Durante mis dos noches en
éste lugar no se me salió de la cabeza el pensamiento de que dejé pasar las
pinturas rupestres en San Francisco de la Sierra, y concluyo que sólo me lo
sacaré de una forma: yendo para allá. Así que después de que el Señor Lupe me donara
más ropa de la que necesito (sigo sin saber por qué la gente hace esto, ¿en
serio la mía está tan jodida?) y me llevara de vuelta al restaurante donde nos
conocimos, vuelvo 20 kilómetros sobre mis pasos durante los cuales el viento
que hasta hace tres días me empujaba, ahora está de frente a mí y más de una
vez pensé dar vuelta en U, olvidar todo el asunto de las pinturas, y seguir
hacia el sur. Pero algo me llama a ese lugar, así que intento no pensar demasiado
hasta que me encuentro de nuevo con la desviación que antes mencioné. La Sierra
me saluda desde la distancia.
Son menos de 40 km, y
aunque voy hacia la montaña, no se ve que esté demasiado alto. Además ya subí
al Popocatépetl una vez, ¿qué tan malo puede ser? Ahora que escribo esto, me
imagino a la Sierra riéndose de mí al ver a un iluso en bici acercarse a ella, atreviéndose
a retarla. Y tras media hora de una subida apenas perceptible, me da una
pequeña probada de su poder.
Que no da chanza ni de
calentar el motor. Inmediatamente me enfrento a un camino tan inclinado, que
subirlo en línea recta me resulta imposible. Tengo que hacer el ascenso en
zigzag, yendo de una orilla del camino a la otra, con el fin de suavizar la
pendiente, aunque claro, con esto la distancia para llegar de A a B aumenta
considerablemente. Las voces de “Te dije que no viniéramos” no se hacen
esperar, y sólo se callan cuando escucho un motor detrás de mí. Una troca verde
se me empareja y adentro viene una familia, que baja las ventanas pero no me
dice nada (ésta es la tercera o cuarta vez que alguien baja sus vidrios para no
decirme nada) y yo tomo la iniciativa preguntando si van a San Francisco. Me
dicen que sí, que ahí viven, y quisiera haberles tomado foto a sus caras cuando
les dije que yo también iba para allá. O a sus sonrisas cuando les dije que
calculaba llegar en cuatro horas.
- Vas a hacer más. De
aquí en adelante es pura subida. Si éste carro batalla…
De nuevo un silencio
extraño. Creo que esperan que les pida raite. Pero no lo hago. Ni que no me
llamara Daniel “El Necio” Díaz. Les digo que allá los veo en la tarde, y que
gracias por detenerse. No tardo en comprobar que tienen razón: tras una falsa
meseta el ascenso continúa. Y continúa. Y continúa. En la foto no se ve que estoy
parado con una mano en el freno para evitar que la bici retroceda valiosos
centímetros que mucho me costó avanzar, pero al fondo se puede ver una tendencia del
camino a ascender, además de un letrero que me hace sonreír y pensar en quién
rayos se tomó la molestia de hacer esto.
Durante horas la tortura
continúa. A pesar de estar en mi cambio más bajo, muchas veces es insuficiente
para subir pedaleando y debo bajarme y empujar, y yo, con mi fisionomía de
T-rex, no tardo en resentir el efecto en mis brazos. Otras veces más, la bici
amenaza con relinchar, por lo cual yo debo acostar mi pecho sobre el manubrio
para evitar que se levante la llanta delantera por la inclinación, y así, en
ésta posición ridícula, intento no dejar de rotar los pedales, porque en cuanto
lo hago, la bici se detiene inmediatamente y es más difícil volver a empezar.

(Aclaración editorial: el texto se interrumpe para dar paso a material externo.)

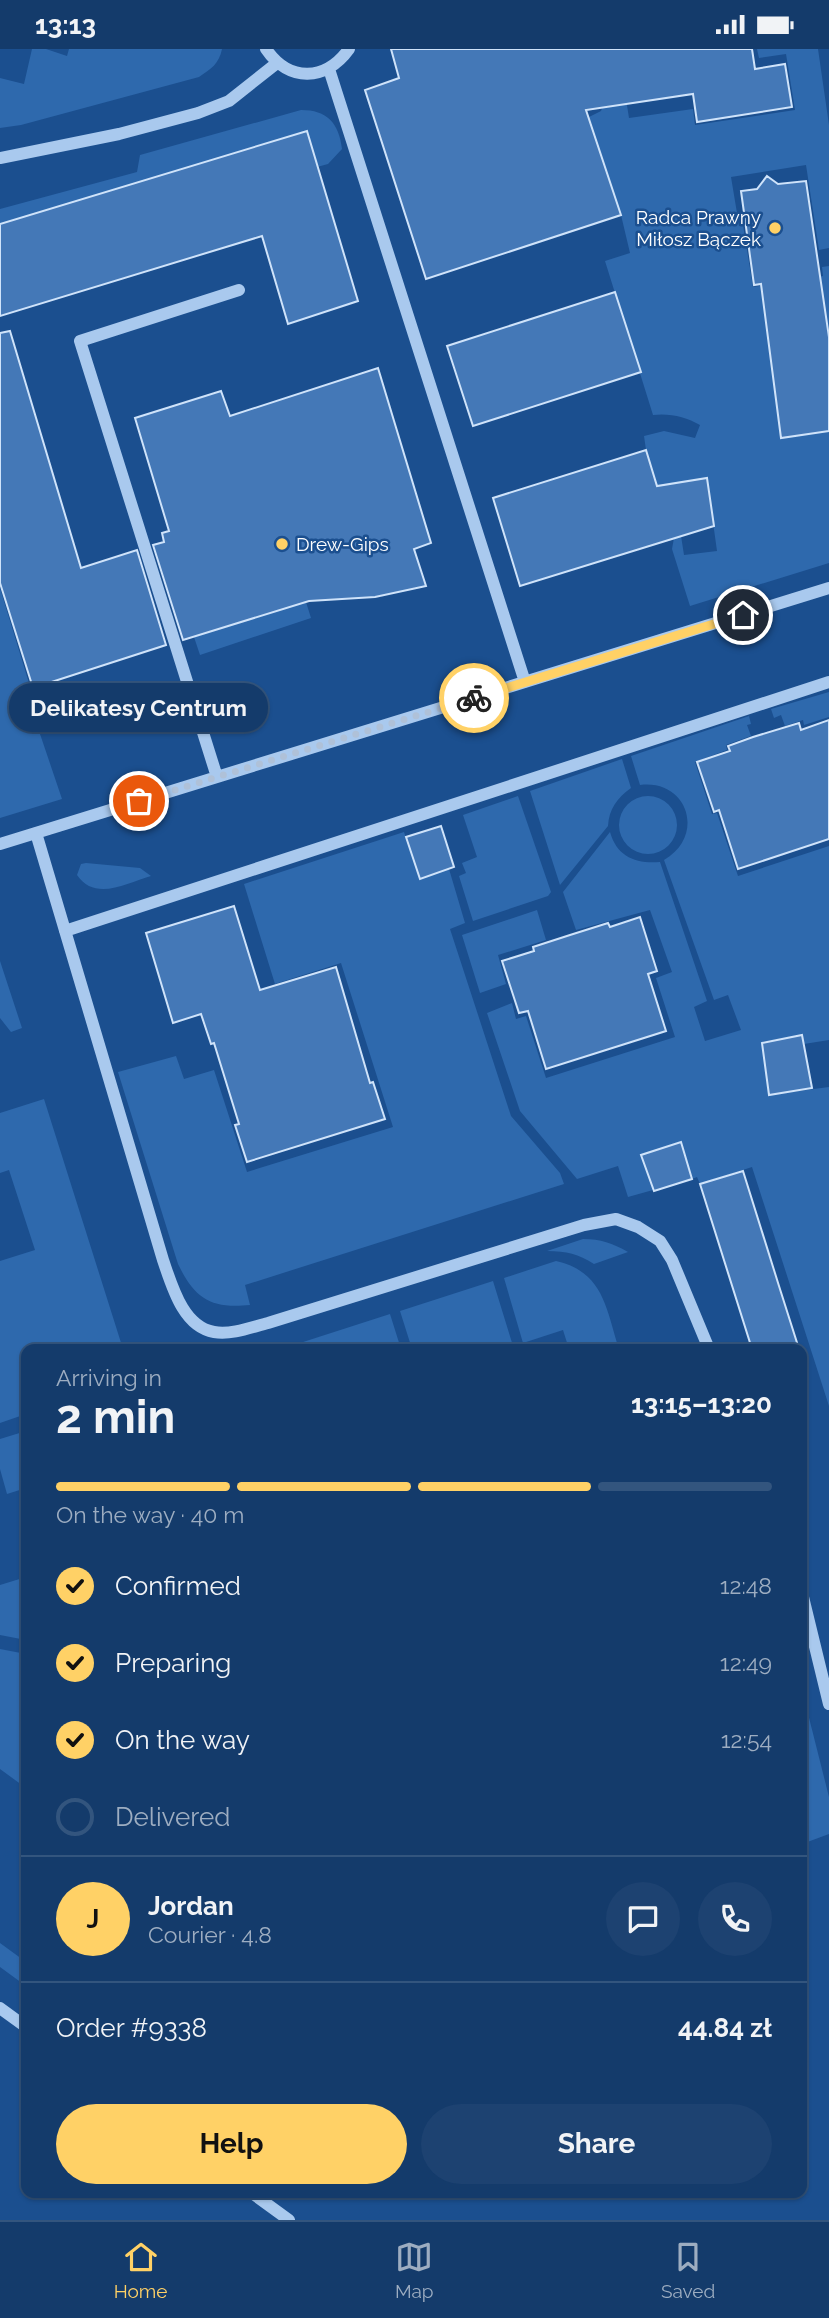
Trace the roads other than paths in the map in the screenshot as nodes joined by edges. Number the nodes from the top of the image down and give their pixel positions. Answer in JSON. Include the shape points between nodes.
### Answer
{"nodes":[{"id":1,"x":266,"y":49,"type":"edge"},
{"id":2,"x":349,"y":49,"type":"edge"},
{"id":3,"x":277,"y":63,"type":"junction"},
{"id":4,"x":329,"y":69,"type":"junction"},
{"id":5,"x":0,"y":158,"type":"edge"},
{"id":6,"x":239,"y":290,"type":"dead end"},
{"id":7,"x":829,"y":588,"type":"edge"},
{"id":8,"x":525,"y":682,"type":"junction"},
{"id":9,"x":829,"y":682,"type":"edge"},
{"id":10,"x":216,"y":778,"type":"junction"},
{"id":11,"x":36,"y":833,"type":"junction"},
{"id":12,"x":0,"y":844,"type":"edge"},
{"id":13,"x":65,"y":931,"type":"junction"},
{"id":14,"x":707,"y":1344,"type":"edge"},
{"id":15,"x":807,"y":1614,"type":"edge"},
{"id":16,"x":829,"y":1704,"type":"edge"},
{"id":17,"x":0,"y":2008,"type":"edge"},
{"id":18,"x":21,"y":2023,"type":"edge"},
{"id":19,"x":259,"y":2198,"type":"edge"},
{"id":20,"x":289,"y":2220,"type":"edge"}],
"edges":[{"from":1,"to":3,"type":"street"},
{"from":2,"to":4,"type":"street"},
{"from":3,"to":4,"type":"street","via":[[302,74]]},
{"from":3,"to":5,"type":"street","via":[[229,101],[198,114]]},
{"from":4,"to":8,"type":"street"},
{"from":6,"to":10,"type":"street","via":[[80,341]]},
{"from":7,"to":8,"type":"street"},
{"from":8,"to":10,"type":"street"},
{"from":9,"to":13,"type":"street"},
{"from":10,"to":11,"type":"street"},
{"from":11,"to":12,"type":"street"},
{"from":11,"to":13,"type":"street"},
{"from":13,"to":14,"type":"street","via":[[163,1260],[175,1295],[198,1325],[214,1332],[231,1332],[268,1323],[616,1219],[660,1241]]},
{"from":15,"to":16,"type":"street"},
{"from":17,"to":18,"type":"street"},
{"from":19,"to":20,"type":"street"}]}
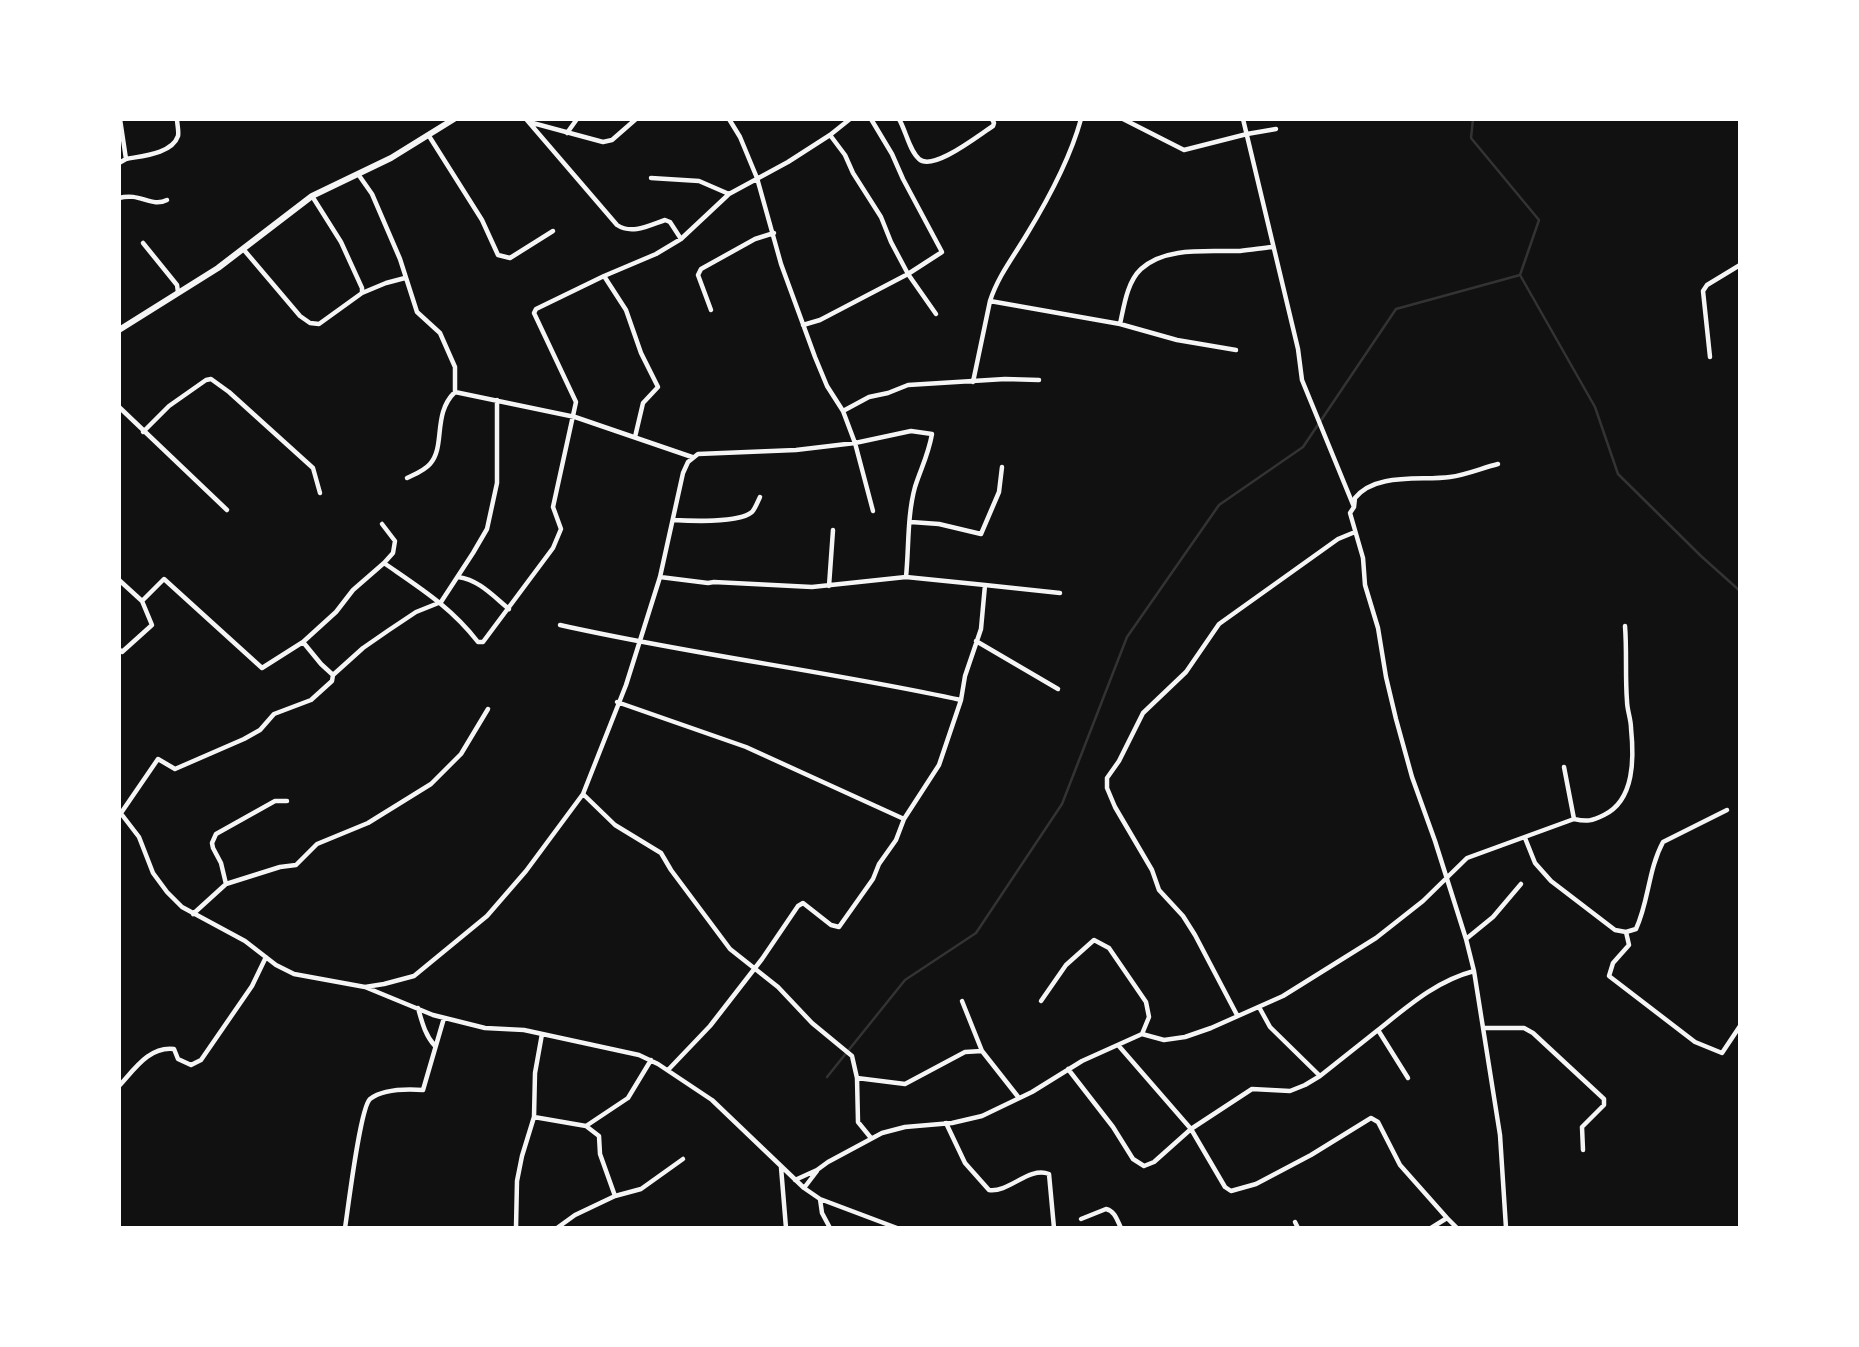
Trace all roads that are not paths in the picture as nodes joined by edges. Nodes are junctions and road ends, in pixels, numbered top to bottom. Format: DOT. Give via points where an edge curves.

Me detengo varias veces. Maldigo muchas otras más. Las voces bailotean dentro
de mi cabeza diciéndome lo fácil que sería volver atrás, que el viento va hacia
el sur, que mejor vamos para allá, que al cabo qué hay de interesante en unos
dibujitos monocromáticos. Yo trato de no escuchar pero, no habiendo más nada,
es difícil hacerse el sordo. En algún momento me arrepiento de no haber pedido
el raite, y me refugio del sol bajo el único mezquite de tamaño suficiente como
para producir sombra. Cuando me acerco a él, está ocupado por un grupo de
chivas quienes huyen ante mi presencia. Yo las invito a compartir la sombra,
pero se niegan, y sólo me dirigen miradas de odio desde la distancia durante
todo el tiempo que estuve ahí.
Cuando mis cálculos
indican que faltan 8 km, se acaba el pavimento, y han pasado cuatro horas desde
que hablé con esas personas. Desde aquí alcanzo a ver el pueblo, y eso me
levanta el ánimo, sólo que parece haber un barranco entre el pueblo y yo.
Los restantes 8 km los
paso sorteando piedras y yendo arriba y abajo por la terracería, lo cual al
menos me distrae del dolor acumulado en las piernas.
Además de que ahora mi
concentración se divide entre admirar el impresionante paisaje y no perder el
equilibrio. En éste momento estoy más que feliz de no haber pedido el raite.
Después de otra hora,
llego por fin a San Francisco de la Sierra, un lugar con una veintena de casas,
una escuela, y una iglesia, dedicado principalmente a la cría de cabras. Es
gracioso notar el silencio que se crea cada que paso frente a los pequeños
grupos de personas que me encuentro. Excepto un grupo de niños, que insisten en decirme "¡Gringo! ¡Gringo!" a pesar de que les hablo en español. De nuevo mi rubia cabellera confundiendo a la gente...
Busco a Don Enrique,
quien tengo entendido es el encargado de las pinturas rupestres. En un lugar
así de pequeño, es difícil no dar con una ubicación.
Don Enrique es el
asignado del INAH para hacerse cargo de operar las visitas a las pinturas
rupestres, y él me explica que hay dos opciones:
- Visitar la Cueva del Ratón, que está por el mismo camino que yo vine, y es fácilmente alcanzable a pie.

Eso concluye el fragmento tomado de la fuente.